Gods, gods and more gods!
Perhaps one of the most striking features of Hinduism for the Western mindset is its vast pantheon of gods. Even the ancient Greeks and Egyptians cannot match the variety of deities found among Hindu divinities. In fact, Hinduism is said to have 33 million gods by some estimates, though other estimates put the figure at 330,000. Either way, the number is quite mind-boggling and vast.

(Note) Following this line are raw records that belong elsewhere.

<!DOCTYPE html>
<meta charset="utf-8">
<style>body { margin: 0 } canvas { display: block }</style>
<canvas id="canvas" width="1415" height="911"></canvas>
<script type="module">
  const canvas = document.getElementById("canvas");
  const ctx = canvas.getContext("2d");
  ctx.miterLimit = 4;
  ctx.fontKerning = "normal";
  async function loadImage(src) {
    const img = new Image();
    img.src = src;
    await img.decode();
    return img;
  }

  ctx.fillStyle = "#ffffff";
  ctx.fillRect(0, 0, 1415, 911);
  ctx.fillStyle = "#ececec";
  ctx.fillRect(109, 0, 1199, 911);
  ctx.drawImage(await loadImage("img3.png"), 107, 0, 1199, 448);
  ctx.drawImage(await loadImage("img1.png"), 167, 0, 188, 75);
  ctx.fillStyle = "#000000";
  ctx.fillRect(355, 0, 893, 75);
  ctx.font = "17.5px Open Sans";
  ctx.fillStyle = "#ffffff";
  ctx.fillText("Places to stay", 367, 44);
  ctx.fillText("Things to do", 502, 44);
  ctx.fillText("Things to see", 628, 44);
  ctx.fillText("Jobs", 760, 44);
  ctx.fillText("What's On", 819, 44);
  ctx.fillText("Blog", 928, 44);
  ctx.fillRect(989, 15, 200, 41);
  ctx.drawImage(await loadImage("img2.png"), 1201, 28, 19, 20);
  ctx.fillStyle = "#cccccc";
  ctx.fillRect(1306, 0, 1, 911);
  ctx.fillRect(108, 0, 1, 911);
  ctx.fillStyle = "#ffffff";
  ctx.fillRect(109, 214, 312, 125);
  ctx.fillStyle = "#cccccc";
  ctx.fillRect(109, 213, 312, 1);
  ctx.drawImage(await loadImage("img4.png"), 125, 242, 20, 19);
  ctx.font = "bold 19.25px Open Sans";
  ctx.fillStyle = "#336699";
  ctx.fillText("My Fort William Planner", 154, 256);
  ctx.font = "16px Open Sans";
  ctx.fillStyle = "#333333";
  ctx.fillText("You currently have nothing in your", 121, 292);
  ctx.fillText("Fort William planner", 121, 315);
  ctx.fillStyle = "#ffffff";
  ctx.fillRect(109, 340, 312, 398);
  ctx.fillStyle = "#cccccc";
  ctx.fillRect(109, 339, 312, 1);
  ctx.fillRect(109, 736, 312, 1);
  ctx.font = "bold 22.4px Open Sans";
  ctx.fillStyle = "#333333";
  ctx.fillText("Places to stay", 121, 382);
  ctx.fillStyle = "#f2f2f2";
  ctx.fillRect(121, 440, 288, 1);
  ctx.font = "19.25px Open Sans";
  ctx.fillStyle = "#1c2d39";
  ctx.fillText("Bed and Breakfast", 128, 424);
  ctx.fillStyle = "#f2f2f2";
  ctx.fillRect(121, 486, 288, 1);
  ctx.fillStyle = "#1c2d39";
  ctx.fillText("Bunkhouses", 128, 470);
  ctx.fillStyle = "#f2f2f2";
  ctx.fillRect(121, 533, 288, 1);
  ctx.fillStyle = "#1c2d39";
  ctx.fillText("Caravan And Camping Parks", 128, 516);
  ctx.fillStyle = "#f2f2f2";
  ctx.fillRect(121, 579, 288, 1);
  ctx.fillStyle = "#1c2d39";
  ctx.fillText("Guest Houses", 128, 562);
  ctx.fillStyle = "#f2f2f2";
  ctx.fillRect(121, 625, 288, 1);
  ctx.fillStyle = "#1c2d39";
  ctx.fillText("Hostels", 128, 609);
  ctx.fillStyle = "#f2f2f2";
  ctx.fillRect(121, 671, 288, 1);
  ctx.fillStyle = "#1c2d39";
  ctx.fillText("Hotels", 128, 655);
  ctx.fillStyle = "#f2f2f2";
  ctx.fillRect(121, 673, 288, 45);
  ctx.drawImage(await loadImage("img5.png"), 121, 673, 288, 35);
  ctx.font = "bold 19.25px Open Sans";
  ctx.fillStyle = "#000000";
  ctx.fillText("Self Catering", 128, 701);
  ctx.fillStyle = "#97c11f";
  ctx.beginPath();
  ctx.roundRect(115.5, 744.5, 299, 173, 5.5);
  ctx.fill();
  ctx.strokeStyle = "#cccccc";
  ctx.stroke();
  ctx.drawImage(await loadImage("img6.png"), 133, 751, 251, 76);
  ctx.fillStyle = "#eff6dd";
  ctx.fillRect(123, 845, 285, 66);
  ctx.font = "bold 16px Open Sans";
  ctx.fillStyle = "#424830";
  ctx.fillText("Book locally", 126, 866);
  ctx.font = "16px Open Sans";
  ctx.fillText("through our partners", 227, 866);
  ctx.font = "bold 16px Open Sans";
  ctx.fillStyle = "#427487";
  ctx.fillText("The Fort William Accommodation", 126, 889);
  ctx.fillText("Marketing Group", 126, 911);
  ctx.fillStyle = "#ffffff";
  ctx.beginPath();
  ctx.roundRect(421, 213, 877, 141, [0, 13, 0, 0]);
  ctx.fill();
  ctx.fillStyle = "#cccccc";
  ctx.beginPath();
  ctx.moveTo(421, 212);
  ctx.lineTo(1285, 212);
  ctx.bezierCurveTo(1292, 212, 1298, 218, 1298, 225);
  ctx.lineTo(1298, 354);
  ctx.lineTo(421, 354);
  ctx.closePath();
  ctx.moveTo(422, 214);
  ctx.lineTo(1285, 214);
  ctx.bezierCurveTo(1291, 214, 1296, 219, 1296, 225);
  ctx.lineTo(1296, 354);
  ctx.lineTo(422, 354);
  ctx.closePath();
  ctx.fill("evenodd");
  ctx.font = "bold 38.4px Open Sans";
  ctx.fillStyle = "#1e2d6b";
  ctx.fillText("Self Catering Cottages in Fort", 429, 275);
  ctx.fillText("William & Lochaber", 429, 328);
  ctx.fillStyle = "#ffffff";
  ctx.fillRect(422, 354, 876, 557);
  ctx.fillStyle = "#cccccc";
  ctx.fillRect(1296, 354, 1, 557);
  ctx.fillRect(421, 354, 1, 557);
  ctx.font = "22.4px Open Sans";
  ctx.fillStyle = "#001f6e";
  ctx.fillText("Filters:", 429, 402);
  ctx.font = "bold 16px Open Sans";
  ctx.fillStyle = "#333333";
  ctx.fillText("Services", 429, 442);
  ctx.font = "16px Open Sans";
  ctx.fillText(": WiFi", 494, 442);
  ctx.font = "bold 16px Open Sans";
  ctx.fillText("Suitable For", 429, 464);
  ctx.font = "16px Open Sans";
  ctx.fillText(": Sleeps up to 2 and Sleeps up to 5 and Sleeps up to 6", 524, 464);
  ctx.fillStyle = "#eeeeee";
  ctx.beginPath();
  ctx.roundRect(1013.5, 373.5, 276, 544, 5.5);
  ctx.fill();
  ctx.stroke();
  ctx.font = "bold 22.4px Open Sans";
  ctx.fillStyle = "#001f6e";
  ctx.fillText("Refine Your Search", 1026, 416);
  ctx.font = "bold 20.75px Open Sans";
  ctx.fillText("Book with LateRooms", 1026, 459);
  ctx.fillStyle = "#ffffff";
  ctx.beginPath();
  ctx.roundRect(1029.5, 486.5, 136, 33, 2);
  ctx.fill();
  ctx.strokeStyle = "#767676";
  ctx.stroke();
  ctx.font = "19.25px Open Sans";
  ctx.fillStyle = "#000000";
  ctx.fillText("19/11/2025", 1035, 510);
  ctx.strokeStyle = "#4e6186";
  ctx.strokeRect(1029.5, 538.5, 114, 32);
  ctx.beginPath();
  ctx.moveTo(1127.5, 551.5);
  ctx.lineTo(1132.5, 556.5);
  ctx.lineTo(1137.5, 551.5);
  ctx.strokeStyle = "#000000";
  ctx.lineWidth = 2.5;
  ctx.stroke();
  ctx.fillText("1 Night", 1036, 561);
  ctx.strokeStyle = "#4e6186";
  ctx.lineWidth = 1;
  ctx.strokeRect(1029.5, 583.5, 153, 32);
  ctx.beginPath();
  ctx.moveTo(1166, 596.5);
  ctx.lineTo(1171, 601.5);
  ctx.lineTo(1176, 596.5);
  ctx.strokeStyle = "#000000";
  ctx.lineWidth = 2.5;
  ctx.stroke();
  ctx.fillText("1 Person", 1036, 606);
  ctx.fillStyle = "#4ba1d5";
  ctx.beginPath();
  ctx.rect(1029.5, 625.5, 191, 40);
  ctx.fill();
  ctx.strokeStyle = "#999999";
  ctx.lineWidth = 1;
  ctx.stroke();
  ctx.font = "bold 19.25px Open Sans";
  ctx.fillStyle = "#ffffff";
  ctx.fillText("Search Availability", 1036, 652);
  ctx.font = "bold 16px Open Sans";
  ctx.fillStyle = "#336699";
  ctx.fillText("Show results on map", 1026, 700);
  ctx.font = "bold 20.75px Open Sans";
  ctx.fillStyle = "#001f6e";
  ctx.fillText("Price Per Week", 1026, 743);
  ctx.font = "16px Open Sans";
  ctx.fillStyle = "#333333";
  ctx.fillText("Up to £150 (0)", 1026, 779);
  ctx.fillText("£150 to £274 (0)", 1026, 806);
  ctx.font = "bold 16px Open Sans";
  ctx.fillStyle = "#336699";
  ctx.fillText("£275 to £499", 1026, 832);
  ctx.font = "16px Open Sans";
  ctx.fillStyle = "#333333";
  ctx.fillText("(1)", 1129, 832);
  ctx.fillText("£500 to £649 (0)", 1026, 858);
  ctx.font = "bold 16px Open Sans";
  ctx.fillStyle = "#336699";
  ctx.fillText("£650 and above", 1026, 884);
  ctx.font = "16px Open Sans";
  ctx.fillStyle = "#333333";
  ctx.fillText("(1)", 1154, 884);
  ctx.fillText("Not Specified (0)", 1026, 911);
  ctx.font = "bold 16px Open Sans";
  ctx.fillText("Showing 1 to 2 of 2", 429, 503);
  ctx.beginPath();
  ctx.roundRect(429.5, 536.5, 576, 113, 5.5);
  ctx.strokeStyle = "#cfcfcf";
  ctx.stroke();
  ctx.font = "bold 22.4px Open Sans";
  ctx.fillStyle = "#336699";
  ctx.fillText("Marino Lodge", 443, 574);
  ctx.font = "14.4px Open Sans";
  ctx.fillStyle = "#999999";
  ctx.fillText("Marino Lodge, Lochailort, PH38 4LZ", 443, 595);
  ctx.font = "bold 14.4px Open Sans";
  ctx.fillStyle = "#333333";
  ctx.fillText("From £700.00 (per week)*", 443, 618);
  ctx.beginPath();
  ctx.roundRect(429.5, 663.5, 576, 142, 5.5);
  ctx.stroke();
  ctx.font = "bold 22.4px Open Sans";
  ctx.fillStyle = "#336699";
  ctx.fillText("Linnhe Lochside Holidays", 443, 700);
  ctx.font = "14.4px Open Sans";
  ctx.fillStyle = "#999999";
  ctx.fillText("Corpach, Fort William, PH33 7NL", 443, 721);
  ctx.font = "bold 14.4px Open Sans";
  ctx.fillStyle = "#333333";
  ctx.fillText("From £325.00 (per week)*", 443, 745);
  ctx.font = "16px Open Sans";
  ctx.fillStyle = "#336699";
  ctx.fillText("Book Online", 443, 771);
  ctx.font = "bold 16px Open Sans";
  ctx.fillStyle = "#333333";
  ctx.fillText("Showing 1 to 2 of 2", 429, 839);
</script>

The Hindu world-view is quite inclusive, and therefore a Hindu has no qualms about worshipping Hanuman, a deity in the form of a monkey, or even a tree, or a cow, or a rock for that matter. Though there are hundreds of thousands of Hindu deities, the fundamental divine that underlies all these is the one Brahman, and thus, for a Hindu, he or she is an extension of the Universe, and the Universe is an extension of him or her.
Cycles of time
The Hindu view of time is that the creation is cyclic in nature. This is perfectly in keeping with other aspects of the Hindu way of life, such as karma and the cycle of rebirths, which are also cyclical. According to the Hindu system of time, there are four epochs or cycles, known as yugas. Over the course of these four, human consciousness slips downwards, starting from the Satya Yuga, when it is highest, through the Treta Yuga, the Dwapara Yuga, and finally the Kali Yuga when it is lowest. As it happens, we are currently in the Kali Yuga! But fortunately, as with everything else cyclic in Hinduism, a human being can transcend these "circular" traps of karma, rebirth, and the very constraints of time as well.
This is the beauty of the Hindu way of life. It celebrates the human beings potential to transcend all external influences. For one who strives, there is the possibility that he or she can determine every aspect of their destiny.